Work request:
For the word "Chokecherry", find each line in the entries where it occurs and copy that line.

The data:
_ _ _ _

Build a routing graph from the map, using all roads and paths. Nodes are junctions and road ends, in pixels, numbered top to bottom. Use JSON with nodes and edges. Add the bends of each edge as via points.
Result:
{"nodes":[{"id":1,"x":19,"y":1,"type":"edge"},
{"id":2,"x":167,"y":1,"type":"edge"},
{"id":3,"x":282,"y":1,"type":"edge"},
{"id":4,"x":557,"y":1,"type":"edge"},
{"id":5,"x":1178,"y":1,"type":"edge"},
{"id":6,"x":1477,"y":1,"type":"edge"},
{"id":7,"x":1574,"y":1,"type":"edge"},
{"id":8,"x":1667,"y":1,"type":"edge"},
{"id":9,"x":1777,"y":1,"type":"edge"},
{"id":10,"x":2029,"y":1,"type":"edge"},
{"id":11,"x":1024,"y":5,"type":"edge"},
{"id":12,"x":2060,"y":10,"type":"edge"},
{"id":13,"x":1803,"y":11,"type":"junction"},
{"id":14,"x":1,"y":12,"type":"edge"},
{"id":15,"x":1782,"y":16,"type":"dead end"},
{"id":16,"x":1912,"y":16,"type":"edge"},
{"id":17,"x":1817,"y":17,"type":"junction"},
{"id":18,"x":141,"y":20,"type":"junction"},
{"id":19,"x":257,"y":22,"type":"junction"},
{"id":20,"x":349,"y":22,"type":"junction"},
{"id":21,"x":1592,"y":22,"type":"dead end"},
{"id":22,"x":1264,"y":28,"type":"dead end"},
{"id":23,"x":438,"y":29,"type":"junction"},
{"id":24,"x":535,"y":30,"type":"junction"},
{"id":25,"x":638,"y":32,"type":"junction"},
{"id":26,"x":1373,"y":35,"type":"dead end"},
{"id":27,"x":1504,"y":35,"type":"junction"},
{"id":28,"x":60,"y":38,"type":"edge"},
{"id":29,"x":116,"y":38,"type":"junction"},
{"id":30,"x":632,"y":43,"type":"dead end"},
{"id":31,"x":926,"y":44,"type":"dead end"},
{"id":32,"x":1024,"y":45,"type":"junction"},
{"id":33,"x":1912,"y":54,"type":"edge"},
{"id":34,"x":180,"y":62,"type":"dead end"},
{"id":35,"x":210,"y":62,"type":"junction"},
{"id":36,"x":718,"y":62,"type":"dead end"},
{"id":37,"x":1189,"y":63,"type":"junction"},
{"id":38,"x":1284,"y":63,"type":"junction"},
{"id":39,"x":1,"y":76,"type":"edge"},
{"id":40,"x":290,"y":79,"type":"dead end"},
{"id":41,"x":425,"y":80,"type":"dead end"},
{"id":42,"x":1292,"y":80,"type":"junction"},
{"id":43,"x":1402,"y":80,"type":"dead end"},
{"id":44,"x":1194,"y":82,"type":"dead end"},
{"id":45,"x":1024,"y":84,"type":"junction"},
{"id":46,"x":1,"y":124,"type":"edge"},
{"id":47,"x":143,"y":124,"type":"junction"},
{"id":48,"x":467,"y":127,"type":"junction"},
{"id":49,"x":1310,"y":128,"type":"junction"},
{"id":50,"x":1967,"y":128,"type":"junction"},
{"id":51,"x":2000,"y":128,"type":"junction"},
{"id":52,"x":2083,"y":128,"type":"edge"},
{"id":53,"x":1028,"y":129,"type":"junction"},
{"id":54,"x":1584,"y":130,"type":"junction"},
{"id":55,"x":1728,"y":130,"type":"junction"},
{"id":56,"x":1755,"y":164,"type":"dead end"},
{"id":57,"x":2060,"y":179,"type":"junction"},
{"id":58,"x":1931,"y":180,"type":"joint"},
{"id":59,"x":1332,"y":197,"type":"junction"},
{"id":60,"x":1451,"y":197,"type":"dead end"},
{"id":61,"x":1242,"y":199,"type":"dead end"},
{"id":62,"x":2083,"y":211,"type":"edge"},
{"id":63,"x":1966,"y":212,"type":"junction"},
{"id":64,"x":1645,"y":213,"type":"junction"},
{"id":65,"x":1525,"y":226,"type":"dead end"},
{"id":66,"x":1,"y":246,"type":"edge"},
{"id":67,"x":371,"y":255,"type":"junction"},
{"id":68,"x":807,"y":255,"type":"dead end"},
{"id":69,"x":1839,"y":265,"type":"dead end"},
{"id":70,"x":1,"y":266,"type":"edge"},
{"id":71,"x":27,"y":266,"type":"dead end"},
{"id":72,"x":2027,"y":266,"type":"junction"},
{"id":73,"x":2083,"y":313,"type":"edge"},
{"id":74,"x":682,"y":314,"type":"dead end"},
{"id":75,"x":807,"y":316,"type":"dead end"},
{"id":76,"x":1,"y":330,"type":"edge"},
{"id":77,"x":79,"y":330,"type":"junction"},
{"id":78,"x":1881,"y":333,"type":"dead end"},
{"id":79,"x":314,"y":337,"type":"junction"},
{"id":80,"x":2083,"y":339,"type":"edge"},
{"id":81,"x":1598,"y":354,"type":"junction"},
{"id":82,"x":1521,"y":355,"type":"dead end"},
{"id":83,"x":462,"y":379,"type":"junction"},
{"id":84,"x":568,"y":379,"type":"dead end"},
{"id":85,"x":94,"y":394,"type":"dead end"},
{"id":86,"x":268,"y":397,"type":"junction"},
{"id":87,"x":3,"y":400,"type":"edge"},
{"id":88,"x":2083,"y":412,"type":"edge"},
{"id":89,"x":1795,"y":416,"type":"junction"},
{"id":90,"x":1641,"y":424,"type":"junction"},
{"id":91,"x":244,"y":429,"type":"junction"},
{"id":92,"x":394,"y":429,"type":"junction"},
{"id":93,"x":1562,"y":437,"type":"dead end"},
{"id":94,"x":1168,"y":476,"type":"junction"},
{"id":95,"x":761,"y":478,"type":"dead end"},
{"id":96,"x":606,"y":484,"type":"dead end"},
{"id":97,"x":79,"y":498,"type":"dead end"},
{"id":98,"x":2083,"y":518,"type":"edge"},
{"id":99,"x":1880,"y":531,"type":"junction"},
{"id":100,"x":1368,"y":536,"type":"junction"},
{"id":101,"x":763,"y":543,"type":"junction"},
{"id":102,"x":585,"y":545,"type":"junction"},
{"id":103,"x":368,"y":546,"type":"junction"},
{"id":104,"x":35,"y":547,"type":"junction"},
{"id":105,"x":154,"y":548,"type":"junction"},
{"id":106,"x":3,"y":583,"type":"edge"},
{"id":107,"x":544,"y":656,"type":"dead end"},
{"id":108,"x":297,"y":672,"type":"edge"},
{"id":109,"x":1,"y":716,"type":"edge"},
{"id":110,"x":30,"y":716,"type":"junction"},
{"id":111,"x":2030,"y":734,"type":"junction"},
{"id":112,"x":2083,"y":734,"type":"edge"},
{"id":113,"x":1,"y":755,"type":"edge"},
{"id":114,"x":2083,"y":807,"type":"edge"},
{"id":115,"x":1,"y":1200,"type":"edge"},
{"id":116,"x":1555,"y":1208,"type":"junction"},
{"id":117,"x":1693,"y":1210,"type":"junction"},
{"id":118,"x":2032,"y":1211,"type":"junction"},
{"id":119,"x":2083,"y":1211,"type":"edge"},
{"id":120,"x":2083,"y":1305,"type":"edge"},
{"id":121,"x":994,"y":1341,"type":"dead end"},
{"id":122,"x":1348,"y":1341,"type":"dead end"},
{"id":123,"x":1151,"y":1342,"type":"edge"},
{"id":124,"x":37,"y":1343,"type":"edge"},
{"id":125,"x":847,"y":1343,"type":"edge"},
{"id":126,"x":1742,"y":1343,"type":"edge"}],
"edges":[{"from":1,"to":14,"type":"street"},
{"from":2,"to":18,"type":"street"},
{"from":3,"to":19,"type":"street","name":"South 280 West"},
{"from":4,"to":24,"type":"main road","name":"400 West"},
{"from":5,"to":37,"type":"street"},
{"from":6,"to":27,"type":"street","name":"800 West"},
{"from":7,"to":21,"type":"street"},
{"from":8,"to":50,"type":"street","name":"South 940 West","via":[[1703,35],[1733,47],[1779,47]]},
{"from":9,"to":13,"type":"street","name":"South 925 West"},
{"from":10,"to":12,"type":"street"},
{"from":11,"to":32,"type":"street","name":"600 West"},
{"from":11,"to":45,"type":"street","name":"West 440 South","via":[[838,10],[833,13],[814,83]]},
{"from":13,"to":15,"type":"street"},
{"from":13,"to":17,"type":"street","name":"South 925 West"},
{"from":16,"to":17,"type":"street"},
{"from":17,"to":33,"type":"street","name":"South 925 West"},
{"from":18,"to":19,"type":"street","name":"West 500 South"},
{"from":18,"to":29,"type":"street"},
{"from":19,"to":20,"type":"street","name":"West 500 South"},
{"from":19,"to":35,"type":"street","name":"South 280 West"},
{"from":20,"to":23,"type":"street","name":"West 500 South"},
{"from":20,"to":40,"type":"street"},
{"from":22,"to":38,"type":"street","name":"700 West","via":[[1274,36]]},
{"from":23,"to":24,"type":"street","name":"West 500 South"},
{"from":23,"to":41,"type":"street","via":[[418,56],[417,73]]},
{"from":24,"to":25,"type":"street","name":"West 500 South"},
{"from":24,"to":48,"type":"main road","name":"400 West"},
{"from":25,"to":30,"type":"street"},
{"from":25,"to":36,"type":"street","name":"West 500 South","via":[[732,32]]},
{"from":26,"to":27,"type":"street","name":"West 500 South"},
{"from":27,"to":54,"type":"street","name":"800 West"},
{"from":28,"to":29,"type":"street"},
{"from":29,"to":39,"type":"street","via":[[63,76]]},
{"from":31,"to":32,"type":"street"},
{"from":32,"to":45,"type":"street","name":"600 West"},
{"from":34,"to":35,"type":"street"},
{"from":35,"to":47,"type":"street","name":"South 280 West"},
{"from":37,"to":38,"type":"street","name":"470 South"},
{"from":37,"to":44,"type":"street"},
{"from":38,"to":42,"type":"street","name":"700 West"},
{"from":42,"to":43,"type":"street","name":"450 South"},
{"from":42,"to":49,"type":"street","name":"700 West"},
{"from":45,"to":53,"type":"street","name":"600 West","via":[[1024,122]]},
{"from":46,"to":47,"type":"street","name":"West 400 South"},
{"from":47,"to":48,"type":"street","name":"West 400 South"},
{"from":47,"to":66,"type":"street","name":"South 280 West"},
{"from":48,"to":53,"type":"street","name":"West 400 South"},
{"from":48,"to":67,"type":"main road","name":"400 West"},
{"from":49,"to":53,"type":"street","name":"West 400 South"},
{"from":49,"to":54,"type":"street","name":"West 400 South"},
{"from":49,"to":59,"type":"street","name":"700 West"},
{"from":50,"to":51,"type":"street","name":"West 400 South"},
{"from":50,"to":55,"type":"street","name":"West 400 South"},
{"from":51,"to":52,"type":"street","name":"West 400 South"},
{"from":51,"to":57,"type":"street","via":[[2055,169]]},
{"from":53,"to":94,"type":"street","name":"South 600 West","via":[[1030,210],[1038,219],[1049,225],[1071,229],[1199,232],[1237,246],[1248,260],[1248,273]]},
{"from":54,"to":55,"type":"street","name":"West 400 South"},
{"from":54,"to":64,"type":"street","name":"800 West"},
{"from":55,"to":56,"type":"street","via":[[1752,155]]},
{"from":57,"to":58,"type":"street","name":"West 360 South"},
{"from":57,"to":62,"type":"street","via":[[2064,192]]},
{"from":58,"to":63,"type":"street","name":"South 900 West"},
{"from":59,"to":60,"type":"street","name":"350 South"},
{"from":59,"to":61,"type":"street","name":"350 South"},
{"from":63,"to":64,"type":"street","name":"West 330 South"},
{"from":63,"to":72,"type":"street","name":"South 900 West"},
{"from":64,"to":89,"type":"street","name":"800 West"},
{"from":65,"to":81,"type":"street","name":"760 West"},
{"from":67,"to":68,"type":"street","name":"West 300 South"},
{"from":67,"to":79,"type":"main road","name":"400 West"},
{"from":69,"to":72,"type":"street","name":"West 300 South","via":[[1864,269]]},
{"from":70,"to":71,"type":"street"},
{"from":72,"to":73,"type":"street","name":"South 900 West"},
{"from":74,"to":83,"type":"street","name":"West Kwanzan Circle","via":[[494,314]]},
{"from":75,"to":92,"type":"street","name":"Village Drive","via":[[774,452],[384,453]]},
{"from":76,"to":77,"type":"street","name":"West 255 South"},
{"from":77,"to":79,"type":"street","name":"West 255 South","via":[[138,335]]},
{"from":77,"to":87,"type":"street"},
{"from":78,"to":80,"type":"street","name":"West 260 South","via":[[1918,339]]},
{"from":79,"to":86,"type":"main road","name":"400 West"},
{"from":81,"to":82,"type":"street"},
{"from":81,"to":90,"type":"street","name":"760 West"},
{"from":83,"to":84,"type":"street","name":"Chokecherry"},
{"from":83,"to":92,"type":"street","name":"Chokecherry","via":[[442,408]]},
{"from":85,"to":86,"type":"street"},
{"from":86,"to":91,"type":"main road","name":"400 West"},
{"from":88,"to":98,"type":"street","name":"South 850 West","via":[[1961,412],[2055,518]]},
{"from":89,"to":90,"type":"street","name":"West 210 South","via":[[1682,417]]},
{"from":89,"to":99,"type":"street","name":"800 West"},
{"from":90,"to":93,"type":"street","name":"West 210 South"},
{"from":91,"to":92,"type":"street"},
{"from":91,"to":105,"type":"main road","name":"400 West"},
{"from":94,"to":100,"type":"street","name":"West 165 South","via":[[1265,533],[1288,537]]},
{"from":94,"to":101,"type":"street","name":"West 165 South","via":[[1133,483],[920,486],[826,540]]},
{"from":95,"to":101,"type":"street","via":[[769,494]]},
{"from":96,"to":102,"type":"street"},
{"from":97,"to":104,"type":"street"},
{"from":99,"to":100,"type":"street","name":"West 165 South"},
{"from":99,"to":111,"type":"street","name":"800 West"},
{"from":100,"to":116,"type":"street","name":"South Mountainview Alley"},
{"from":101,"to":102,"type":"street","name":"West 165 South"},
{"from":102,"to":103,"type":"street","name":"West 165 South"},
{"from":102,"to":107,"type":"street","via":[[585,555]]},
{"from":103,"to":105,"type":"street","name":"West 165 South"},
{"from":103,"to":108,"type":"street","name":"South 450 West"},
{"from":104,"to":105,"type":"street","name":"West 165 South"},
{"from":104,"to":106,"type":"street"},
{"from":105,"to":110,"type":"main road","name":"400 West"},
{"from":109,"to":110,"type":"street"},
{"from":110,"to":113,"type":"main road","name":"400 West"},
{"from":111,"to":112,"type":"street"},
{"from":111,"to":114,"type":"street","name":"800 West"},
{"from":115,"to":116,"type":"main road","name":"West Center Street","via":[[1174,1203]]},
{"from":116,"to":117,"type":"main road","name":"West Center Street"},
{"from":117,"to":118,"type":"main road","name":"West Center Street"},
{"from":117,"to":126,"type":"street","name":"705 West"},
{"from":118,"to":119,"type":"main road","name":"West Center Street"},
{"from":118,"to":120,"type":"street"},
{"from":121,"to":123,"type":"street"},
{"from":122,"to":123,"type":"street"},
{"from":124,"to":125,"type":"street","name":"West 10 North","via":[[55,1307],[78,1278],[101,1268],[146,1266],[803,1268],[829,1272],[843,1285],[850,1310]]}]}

_ _ _ _

Result of this exercise:
{"from":83,"to":84,"type":"street","name":"Chokecherry"},
{"from":83,"to":92,"type":"street","name":"Chokecherry","via":[[442,408]]},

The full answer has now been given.